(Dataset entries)
--- START ---
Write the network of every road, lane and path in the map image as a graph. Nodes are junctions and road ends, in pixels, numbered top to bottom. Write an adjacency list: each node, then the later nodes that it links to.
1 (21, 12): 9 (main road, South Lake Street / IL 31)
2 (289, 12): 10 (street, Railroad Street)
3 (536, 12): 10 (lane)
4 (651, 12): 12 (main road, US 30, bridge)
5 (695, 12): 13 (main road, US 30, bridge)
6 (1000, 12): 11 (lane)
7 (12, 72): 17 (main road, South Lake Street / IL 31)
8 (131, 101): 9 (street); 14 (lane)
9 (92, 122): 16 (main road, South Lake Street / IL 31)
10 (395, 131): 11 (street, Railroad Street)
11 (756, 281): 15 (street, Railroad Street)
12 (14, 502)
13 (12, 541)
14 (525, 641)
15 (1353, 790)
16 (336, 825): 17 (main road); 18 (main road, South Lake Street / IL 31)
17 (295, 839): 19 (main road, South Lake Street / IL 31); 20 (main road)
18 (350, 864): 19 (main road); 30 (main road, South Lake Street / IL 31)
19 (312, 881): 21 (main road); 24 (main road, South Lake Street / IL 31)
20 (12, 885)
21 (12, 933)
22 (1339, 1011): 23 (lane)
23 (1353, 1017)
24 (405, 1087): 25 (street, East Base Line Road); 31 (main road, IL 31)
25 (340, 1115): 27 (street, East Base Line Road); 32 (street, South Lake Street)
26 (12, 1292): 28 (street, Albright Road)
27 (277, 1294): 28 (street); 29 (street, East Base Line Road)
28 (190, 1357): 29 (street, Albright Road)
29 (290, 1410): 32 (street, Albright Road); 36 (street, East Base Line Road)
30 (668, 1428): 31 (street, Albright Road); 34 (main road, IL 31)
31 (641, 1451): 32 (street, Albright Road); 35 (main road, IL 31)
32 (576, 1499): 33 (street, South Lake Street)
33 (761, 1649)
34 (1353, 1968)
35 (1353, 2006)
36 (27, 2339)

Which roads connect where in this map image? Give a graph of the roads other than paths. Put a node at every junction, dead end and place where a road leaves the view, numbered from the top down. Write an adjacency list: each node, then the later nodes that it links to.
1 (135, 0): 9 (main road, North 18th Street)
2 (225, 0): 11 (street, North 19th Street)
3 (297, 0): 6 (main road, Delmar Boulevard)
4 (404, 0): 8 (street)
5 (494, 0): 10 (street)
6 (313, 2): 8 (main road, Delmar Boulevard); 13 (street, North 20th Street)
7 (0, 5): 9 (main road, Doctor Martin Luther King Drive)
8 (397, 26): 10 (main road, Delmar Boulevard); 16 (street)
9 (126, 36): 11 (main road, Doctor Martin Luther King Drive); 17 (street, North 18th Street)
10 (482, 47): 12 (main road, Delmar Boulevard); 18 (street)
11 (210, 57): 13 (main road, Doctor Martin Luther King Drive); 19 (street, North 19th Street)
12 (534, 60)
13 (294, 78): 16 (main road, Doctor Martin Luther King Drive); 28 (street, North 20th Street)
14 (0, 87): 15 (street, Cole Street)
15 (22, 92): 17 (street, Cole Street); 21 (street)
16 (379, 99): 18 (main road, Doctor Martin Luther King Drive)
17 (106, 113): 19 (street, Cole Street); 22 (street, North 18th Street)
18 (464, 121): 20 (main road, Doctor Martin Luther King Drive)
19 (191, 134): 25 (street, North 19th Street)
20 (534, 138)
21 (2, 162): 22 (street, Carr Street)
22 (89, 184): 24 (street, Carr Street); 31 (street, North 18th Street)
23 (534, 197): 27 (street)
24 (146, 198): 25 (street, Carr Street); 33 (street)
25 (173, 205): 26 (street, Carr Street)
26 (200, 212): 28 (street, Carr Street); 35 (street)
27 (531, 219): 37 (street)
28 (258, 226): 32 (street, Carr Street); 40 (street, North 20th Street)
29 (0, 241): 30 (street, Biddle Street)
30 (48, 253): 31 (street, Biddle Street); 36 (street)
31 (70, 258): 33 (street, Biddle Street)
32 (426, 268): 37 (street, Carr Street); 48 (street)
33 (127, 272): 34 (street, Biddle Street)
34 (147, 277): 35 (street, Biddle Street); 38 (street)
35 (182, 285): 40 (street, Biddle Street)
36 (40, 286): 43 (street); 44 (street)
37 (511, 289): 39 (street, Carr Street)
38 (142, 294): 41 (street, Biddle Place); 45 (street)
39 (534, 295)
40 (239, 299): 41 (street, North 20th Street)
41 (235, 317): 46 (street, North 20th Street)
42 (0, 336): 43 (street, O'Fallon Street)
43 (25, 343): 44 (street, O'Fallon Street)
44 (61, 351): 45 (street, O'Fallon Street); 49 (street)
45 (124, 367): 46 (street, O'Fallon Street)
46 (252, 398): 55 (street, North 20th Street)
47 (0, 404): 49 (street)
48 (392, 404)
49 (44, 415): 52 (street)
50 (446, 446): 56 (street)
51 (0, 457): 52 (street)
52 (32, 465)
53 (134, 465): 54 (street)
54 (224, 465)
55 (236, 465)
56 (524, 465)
--- END ---
● **WORK TASK**
All entries must be repeated verbatim.

● **ANSWER TO THIS TASK**
Write the network of every road, lane and path in the map image as a graph. Nodes are junctions and road ends, in pixels, numbered top to bottom. Write an adjacency list: each node, then the later nodes that it links to.
1 (21, 12): 9 (main road, South Lake Street / IL 31)
2 (289, 12): 10 (street, Railroad Street)
3 (536, 12): 10 (lane)
4 (651, 12): 12 (main road, US 30, bridge)
5 (695, 12): 13 (main road, US 30, bridge)
6 (1000, 12): 11 (lane)
7 (12, 72): 17 (main road, South Lake Street / IL 31)
8 (131, 101): 9 (street); 14 (lane)
9 (92, 122): 16 (main road, South Lake Street / IL 31)
10 (395, 131): 11 (street, Railroad Street)
11 (756, 281): 15 (street, Railroad Street)
12 (14, 502)
13 (12, 541)
14 (525, 641)
15 (1353, 790)
16 (336, 825): 17 (main road); 18 (main road, South Lake Street / IL 31)
17 (295, 839): 19 (main road, South Lake Street / IL 31); 20 (main road)
18 (350, 864): 19 (main road); 30 (main road, South Lake Street / IL 31)
19 (312, 881): 21 (main road); 24 (main road, South Lake Street / IL 31)
20 (12, 885)
21 (12, 933)
22 (1339, 1011): 23 (lane)
23 (1353, 1017)
24 (405, 1087): 25 (street, East Base Line Road); 31 (main road, IL 31)
25 (340, 1115): 27 (street, East Base Line Road); 32 (street, South Lake Street)
26 (12, 1292): 28 (street, Albright Road)
27 (277, 1294): 28 (street); 29 (street, East Base Line Road)
28 (190, 1357): 29 (street, Albright Road)
29 (290, 1410): 32 (street, Albright Road); 36 (street, East Base Line Road)
30 (668, 1428): 31 (street, Albright Road); 34 (main road, IL 31)
31 (641, 1451): 32 (street, Albright Road); 35 (main road, IL 31)
32 (576, 1499): 33 (street, South Lake Street)
33 (761, 1649)
34 (1353, 1968)
35 (1353, 2006)
36 (27, 2339)

Which roads connect where in this map image? Give a graph of the roads other than paths. Put a node at every junction, dead end and place where a road leaves the view, numbered from the top down. Write an adjacency list: each node, then the later nodes that it links to.
1 (135, 0): 9 (main road, North 18th Street)
2 (225, 0): 11 (street, North 19th Street)
3 (297, 0): 6 (main road, Delmar Boulevard)
4 (404, 0): 8 (street)
5 (494, 0): 10 (street)
6 (313, 2): 8 (main road, Delmar Boulevard); 13 (street, North 20th Street)
7 (0, 5): 9 (main road, Doctor Martin Luther King Drive)
8 (397, 26): 10 (main road, Delmar Boulevard); 16 (street)
9 (126, 36): 11 (main road, Doctor Martin Luther King Drive); 17 (street, North 18th Street)
10 (482, 47): 12 (main road, Delmar Boulevard); 18 (street)
11 (210, 57): 13 (main road, Doctor Martin Luther King Drive); 19 (street, North 19th Street)
12 (534, 60)
13 (294, 78): 16 (main road, Doctor Martin Luther King Drive); 28 (street, North 20th Street)
14 (0, 87): 15 (street, Cole Street)
15 (22, 92): 17 (street, Cole Street); 21 (street)
16 (379, 99): 18 (main road, Doctor Martin Luther King Drive)
17 (106, 113): 19 (street, Cole Street); 22 (street, North 18th Street)
18 (464, 121): 20 (main road, Doctor Martin Luther King Drive)
19 (191, 134): 25 (street, North 19th Street)
20 (534, 138)
21 (2, 162): 22 (street, Carr Street)
22 (89, 184): 24 (street, Carr Street); 31 (street, North 18th Street)
23 (534, 197): 27 (street)
24 (146, 198): 25 (street, Carr Street); 33 (street)
25 (173, 205): 26 (street, Carr Street)
26 (200, 212): 28 (street, Carr Street); 35 (street)
27 (531, 219): 37 (street)
28 (258, 226): 32 (street, Carr Street); 40 (street, North 20th Street)
29 (0, 241): 30 (street, Biddle Street)
30 (48, 253): 31 (street, Biddle Street); 36 (street)
31 (70, 258): 33 (street, Biddle Street)
32 (426, 268): 37 (street, Carr Street); 48 (street)
33 (127, 272): 34 (street, Biddle Street)
34 (147, 277): 35 (street, Biddle Street); 38 (street)
35 (182, 285): 40 (street, Biddle Street)
36 (40, 286): 43 (street); 44 (street)
37 (511, 289): 39 (street, Carr Street)
38 (142, 294): 41 (street, Biddle Place); 45 (street)
39 (534, 295)
40 (239, 299): 41 (street, North 20th Street)
41 (235, 317): 46 (street, North 20th Street)
42 (0, 336): 43 (street, O'Fallon Street)
43 (25, 343): 44 (street, O'Fallon Street)
44 (61, 351): 45 (street, O'Fallon Street); 49 (street)
45 (124, 367): 46 (street, O'Fallon Street)
46 (252, 398): 55 (street, North 20th Street)
47 (0, 404): 49 (street)
48 (392, 404)
49 (44, 415): 52 (street)
50 (446, 446): 56 (street)
51 (0, 457): 52 (street)
52 (32, 465)
53 (134, 465): 54 (street)
54 (224, 465)
55 (236, 465)
56 (524, 465)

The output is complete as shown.